## Task details
Below are some entries. Copy each line that holds the string "Right".

○ ○ ○ ○

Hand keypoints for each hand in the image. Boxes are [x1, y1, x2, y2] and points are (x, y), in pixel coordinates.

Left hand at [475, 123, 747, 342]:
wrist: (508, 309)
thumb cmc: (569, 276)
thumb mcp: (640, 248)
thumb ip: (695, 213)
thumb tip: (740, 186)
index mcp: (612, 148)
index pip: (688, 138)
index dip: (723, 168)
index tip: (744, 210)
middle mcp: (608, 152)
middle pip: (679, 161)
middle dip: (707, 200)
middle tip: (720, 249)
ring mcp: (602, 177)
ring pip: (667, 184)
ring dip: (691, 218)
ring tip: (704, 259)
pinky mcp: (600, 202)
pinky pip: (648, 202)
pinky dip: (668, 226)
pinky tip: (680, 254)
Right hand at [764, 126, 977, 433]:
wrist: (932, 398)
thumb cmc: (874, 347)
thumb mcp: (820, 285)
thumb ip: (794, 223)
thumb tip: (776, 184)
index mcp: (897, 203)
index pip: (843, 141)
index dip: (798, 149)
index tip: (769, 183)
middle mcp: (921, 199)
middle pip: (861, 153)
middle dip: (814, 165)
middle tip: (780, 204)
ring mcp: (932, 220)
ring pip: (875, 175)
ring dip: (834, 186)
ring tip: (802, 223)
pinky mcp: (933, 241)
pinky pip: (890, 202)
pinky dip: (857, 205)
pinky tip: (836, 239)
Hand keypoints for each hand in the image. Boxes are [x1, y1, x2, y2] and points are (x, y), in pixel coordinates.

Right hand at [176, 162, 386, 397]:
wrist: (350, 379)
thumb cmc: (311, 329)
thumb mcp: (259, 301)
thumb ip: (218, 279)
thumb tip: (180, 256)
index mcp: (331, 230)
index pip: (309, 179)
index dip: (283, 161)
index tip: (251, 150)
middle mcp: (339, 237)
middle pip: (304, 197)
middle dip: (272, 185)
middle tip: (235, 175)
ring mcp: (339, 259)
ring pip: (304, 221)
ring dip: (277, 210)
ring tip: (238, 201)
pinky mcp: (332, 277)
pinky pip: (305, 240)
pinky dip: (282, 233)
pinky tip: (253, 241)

○ ○ ○ ○

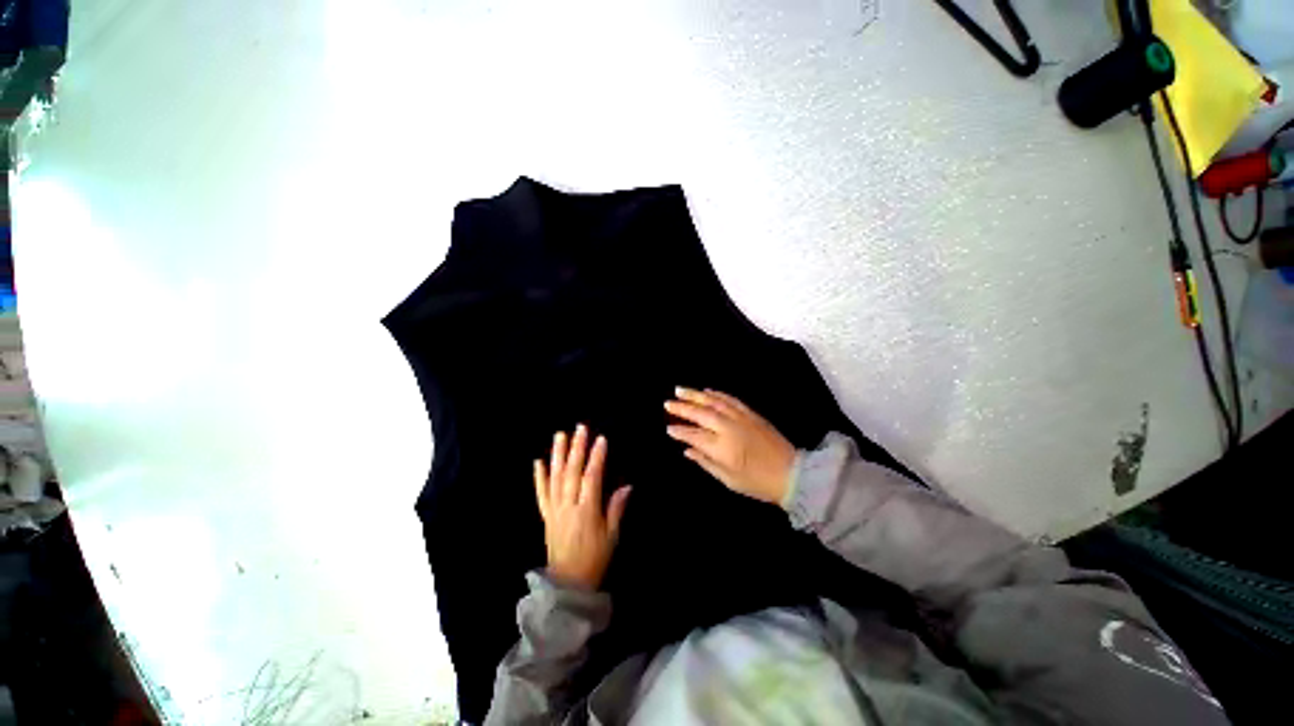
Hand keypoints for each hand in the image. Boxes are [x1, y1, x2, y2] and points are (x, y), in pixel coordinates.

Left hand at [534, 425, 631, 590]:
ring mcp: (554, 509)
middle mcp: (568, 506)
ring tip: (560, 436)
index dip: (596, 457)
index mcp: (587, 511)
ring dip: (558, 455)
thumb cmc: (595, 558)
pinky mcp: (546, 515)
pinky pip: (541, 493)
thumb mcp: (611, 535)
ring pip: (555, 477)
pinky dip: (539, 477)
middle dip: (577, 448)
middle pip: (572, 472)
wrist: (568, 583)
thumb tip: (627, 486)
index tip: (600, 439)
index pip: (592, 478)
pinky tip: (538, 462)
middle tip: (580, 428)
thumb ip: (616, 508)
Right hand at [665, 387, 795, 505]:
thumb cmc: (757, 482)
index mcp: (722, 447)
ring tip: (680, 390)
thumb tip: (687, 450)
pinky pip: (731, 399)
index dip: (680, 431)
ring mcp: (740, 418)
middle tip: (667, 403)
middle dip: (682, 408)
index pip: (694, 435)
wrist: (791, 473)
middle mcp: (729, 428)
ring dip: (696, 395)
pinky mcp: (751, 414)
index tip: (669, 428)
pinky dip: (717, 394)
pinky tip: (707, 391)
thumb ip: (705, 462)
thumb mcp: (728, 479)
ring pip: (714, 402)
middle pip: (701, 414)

○ ○ ○ ○

## Response for this exercise
Right hand at [764, 126, 977, 433]:
Right hand at [176, 162, 386, 397]:
Right hand at [665, 387, 795, 505]:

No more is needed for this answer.